Dazlander - I was aware of how to remove the rear part, but driving a pin out of a UJ is not an easy job, specially when you dont have gravity on your side. I have had my prop off and on since 2001, I could have the prob remove the whole prop and refit quicker than it takes to drive out stubborn pins. If you come up with a quick release mech on the UJ Im all ears.
 
scuse me for being fick but what are the advantages of going mondo?

The big advantage is felt by your insurer, they don't pay out when you write your car off in undisclosed mondo mode.
I imagine this has been mentioned in the previous 15 pages.
 
Dazlander - I was aware of how to remove the rear part, but driving a pin out of a UJ is not an easy job, specially when you dont have gravity on your side. I have had my prop off and on since 2001, I could have the prob remove the whole prop and refit quicker than it takes to drive out stubborn pins. If you come up with a quick release mech on the UJ Im all ears.

you are NOT removing any pins in the UJ - the bolt holding it in is after the UJ and bolts into the vcu - the UJ comes off complete with the prop - stick yer head underneath and you'll see the bolt inbetween the UJ and vcu. Did a mates at work today over the pit - took all of 15 mins:)

page 8.7 pic 7.10 in the Heinz Manwell :D
 
Dazlander - sorry my error, im with u now mate, im scrolling down through the posts using a mobile phone, I jumped to point 6 and just glanced at it. I will give you that one, thats worth a beer token, only do I carry a 10, 15 and 17mm rachet spanner with torx sockets, or my 4lb club hammer. Again if we could get a quick release mech on it, that would be the way to go.
 
using an iPhone here I don't think any quick release would take the torque while offroad. Could probably get this down to 15 mins if I could jack it up quick enough:D although if you don't mind sliding under it whilst on the floor then jacking is not needed but you will need to roll it a bit to get at all bolts on the rear flange.
 
Dazlander - sorry my error, im with u now mate, im scrolling down through the posts using a mobile phone, I jumped to point 6 and just glanced at it. I will give you that one, thats worth a beer token, only do I carry a 10, 15 and 17mm rachet spanner with torx sockets, or my 4lb club hammer. Again if we could get a quick release mech on it, that would be the way to go.

We discussed, a year or so ago, the possibility of using a dog clutch, either manual (lever) or preferably electrical, but it was considered too complicated to achieve.
Slitties achieve the 2/4wd with an electric clutch as part of the rear diff.

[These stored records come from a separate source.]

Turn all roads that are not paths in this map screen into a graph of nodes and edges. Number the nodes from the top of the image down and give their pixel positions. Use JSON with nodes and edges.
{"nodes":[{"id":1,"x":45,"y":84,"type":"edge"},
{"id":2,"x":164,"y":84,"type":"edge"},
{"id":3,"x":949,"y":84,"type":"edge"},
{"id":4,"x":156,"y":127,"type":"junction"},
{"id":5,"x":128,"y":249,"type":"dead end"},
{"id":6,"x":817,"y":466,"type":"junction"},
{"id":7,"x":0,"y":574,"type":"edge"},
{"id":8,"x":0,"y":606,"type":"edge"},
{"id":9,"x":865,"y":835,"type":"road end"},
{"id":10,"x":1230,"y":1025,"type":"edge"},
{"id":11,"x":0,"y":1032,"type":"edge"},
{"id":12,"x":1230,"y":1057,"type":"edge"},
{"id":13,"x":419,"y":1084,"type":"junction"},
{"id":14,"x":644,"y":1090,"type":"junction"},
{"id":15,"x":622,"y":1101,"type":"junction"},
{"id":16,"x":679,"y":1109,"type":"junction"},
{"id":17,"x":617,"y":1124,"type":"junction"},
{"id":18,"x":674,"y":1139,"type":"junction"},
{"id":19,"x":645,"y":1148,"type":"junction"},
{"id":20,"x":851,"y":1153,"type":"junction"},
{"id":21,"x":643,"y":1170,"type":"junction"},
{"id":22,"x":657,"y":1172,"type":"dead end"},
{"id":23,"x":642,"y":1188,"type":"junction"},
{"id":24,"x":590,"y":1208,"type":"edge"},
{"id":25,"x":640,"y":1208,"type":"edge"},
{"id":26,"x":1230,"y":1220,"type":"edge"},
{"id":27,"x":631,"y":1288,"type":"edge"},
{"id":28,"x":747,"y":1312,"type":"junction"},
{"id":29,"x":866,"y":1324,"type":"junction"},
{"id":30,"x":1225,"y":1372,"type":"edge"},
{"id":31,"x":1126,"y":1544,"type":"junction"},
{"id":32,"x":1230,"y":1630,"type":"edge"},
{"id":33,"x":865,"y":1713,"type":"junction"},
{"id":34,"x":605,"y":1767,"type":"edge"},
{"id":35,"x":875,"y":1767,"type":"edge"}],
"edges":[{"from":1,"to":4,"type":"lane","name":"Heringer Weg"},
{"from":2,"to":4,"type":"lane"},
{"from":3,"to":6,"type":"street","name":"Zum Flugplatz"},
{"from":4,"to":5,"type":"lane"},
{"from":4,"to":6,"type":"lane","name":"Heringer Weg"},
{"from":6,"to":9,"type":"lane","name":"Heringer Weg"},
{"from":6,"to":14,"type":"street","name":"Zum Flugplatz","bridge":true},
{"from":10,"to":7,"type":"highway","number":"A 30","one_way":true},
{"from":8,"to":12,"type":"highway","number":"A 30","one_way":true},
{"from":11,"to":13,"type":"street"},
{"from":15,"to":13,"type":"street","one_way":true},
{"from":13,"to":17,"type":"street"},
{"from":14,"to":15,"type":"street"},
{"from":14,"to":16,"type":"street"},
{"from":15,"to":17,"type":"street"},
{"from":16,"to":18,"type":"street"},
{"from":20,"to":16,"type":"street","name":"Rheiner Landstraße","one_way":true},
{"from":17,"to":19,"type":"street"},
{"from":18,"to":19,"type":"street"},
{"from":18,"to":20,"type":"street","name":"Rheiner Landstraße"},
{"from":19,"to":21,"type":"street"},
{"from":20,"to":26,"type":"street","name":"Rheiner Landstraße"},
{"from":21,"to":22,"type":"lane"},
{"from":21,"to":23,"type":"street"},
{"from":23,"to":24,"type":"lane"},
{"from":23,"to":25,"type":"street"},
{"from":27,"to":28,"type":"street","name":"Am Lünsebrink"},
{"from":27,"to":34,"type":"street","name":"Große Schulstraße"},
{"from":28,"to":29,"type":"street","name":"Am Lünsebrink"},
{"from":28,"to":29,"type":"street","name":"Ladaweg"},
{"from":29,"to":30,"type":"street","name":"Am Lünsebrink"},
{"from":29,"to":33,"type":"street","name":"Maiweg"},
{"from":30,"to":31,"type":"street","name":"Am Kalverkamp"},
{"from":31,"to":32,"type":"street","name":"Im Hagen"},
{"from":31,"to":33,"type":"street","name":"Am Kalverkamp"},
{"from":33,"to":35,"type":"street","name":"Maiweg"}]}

read http://www.landyzone.co.uk/lz/f3/current-controller-38656.html
 
what about using a series PTO and building some means of inserting it in yer rear prop. yer PTO comes with dog clutch and would only need a short shaft fitted and some kinda housing made up fer the entry side of it, which you could make so as it would double up as the mounting bracket fer it.?
 
'building some means of inserting it in yer rear prop'

Anyone know the rpm of the prop shaft?
 
'building some means of inserting it in yer rear prop'

Anyone know the rpm of the prop shaft?

The max rpm of a prop shaft is the engine revs in the top gear you have, plus whatever extra if your top gear is actually "overdriven".

By and large, think engine speed and you won't be far away.

CharlesY
 
'building some means of inserting it in yer rear prop'

Anyone know the rpm of the prop shaft?
don't see why that would be a factor.

yer series PTO comes on the back of the gear box before the T/box reduction so it actually can spin faster that a series rear prop.
it wint take much to couple it up to the existing prop. a new output shaft and a shortened prop. then you could perhaps use a chopped down series T/box casing to mount it in place.
 
don't see why that would be a factor.

yer series PTO comes on the back of the gear box before the T/box reduction so it actually can spin faster that a series rear prop.
it wint take much to couple it up to the existing prop. a new output shaft and a shortened prop. then you could perhaps use a chopped down series T/box casing to mount it in place.

Makes the existing transmission sound quite simple.
 
about as simple as a piece of cheese but less useful

They have all the clever ideas but none of the depth of understanding to be able to see why not!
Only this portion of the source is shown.